After coming home from the Army in 1947, with an affinity for waltzes he heard while stationed in Austria, Gimble spent time in Austin, where he played with Jesse James and All the Boys, who had an hourlong radio show in Austin on KTBC every day at 12:30 p.m. Through the James gang he met the Roberts Brothers Rhythmaires, who had just moved from Austin to Corpus, and Gimble moved there to play with them. They opened for Wills’ band at the Trocadero Ballroom in Corpus one night, and Moore remembered the smiling fiddler, who also played mandolin and banjo. Moore asked if Gimble wanted to audition to replace Jesse Ashlock in the Playboys.

“Well the boys have hired us a fiddle player and they say he’s pretty good,” Wills announced at the Circle Ranch in Waco a few days later. “He damn well better be!”

After Gimble played “Draggin’ the Bow,” the old Cliff Bruner fiddle workout, with the Playboys, Wills looked at him and said, “You’ll fit.” And just like that he was a member of country music’s swingingest band ever. “To join Bob Wills and the Texas Playboys was like throwing a baseball around in your front yard and somebody coming over and signing you to play for the New York Yankees,” said Gimble, who fiddled on Wills’ final recording session in 1973. His starting pay was $90 a week, but Wills bumped him up to $100 when Gimble’s spotlight performance of “Johnson’s Old Grey Mule,” with the fiddle braying, became a crowd-pleaser.

gimble

“Johnny has a jazz mind, and Western swing is just jazz played by country musicians,” said Roberts. “He’s a great improviser and he’s a master of that big, round, warm, buttery fiddle tone, so he was perfect for the Playboys.” After Gimble was hired, he asked Moore what Wills expected of him. “‘When he points at you (to solo), he wants you to play everything you know,” Moore advised. “Bob Wills wanted you to play that hokum, which is what country folks called jazz,” said Gimble. To be better heard over the big band, Gimble added a fifth string to his electric fiddle to give it a fuller, viola-like sound.

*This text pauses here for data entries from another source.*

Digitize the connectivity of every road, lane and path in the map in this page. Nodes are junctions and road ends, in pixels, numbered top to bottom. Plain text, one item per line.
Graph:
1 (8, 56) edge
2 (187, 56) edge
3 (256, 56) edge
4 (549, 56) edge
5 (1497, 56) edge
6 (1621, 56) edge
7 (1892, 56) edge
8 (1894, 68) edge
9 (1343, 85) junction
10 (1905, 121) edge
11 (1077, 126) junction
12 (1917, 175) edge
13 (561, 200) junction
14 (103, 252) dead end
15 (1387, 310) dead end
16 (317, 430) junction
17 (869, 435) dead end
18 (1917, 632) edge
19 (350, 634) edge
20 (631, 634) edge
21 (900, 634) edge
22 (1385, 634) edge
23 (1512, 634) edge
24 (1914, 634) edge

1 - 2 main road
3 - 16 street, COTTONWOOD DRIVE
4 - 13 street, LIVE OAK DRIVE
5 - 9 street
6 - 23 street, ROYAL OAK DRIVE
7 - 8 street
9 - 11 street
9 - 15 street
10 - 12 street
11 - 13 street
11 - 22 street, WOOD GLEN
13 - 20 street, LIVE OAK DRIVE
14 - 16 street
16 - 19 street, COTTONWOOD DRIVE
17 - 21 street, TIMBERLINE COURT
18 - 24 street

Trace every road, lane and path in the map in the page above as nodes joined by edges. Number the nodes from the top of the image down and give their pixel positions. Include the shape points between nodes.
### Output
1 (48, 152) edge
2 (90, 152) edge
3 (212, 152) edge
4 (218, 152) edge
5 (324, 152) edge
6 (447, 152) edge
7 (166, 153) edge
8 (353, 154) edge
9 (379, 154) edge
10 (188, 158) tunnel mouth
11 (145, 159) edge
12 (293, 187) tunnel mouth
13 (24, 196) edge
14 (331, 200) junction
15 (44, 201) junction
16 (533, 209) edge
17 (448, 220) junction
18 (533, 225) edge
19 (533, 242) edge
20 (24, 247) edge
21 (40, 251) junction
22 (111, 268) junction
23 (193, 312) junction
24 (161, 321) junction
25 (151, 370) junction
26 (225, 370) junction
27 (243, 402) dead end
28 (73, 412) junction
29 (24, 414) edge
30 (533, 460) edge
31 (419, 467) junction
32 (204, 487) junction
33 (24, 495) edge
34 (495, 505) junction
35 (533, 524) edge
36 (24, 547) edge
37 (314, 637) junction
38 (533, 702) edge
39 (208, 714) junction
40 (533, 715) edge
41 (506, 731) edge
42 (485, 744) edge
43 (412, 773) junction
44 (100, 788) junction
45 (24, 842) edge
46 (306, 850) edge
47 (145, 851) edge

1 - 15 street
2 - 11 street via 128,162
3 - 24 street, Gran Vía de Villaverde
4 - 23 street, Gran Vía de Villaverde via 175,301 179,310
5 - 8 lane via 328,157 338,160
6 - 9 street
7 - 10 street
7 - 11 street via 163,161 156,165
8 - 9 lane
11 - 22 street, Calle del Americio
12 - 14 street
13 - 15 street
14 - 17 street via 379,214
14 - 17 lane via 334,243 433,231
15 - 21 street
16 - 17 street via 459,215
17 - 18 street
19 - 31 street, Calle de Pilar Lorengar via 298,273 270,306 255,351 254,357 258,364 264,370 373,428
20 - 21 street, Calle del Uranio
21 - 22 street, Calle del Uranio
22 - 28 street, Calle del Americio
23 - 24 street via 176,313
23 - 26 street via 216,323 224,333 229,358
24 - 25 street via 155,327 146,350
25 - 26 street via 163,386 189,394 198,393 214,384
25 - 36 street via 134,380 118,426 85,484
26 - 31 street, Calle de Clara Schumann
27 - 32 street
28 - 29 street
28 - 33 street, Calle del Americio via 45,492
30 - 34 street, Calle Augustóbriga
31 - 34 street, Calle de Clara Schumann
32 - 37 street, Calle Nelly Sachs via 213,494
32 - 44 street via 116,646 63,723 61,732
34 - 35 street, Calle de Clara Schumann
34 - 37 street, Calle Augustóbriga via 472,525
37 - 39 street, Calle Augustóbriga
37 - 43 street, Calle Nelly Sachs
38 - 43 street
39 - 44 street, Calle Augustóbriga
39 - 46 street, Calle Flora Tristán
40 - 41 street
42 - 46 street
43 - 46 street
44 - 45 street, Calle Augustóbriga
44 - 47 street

During his two-year stint as a full-time Texas Playboy, the most famous recording Gimble played on was 1950’s “Faded Love.” When Wills relocated to California in 1951, Gimble stayed in Texas and ran the Bob Wills Ranch House band in Dallas. During the day he played fiddle and mandolin on recordings by Marty Robbins, Lefty Frizzell and Ray Price at Jim Beck’s studio. In the early ’50s, Dallas rivaled Nashville as a country music hotbed, but after Beck’s death from accidentally inhaling cleaning solvent, the studio closed and Nashville became Music City U.S.A.

It was time to settle down and raise a family, so the Gimbles moved to Waco, where Johnny worked as a barber for seven years and also appeared on a weekly local TV show. Then Nashville called. Gimble accomplished something very few of the free-form Western swing greats were able to do: He became a session player on Nashville’s studio A-team. Through the years he’s won the Country Music Association award for best instrumentalist six times.

He passed his talent down to his son Dick, a bassist and music teacher in Waco, and granddaughter Emily Gimble, who plays piano and sings with Asleep At the Wheel.

“You can debate who was the greatest fiddle player,” Ray Benson told me in 2010, “but Johnny Gimble has definitely been the most versatile. And he’s also the greatest jokester.” After Gimble remarried Barbara in the ’60s, he deadpanned “The divorce didn’t work out.”

Even after suffering a massive stroke in 1999, Gimble found some humor in the situation. “When the doctors showed me an X-ray of my brain, they pointed to a black hole on the upper left side and told me that all memory from that spot was dead,” Gimble said. “I thought to myself that I hoped that’s where I kept ‘The Orange Blossom Special.’” The most requested fiddle song, the “Free Bird” of breakdowns, is also the most hated by sophisticated players. When he came home from the hospital, the first thing Gimble did was to see if he could still play “Orange Blossom Special.” He could. “I still play the fiddle every day,” Gimble said. “I’m afraid if I don’t, it won’t know who I am.”

Fat chance of that.

Funeral details are pending, but there’s certain to be a memorial pickin’ party somewhere.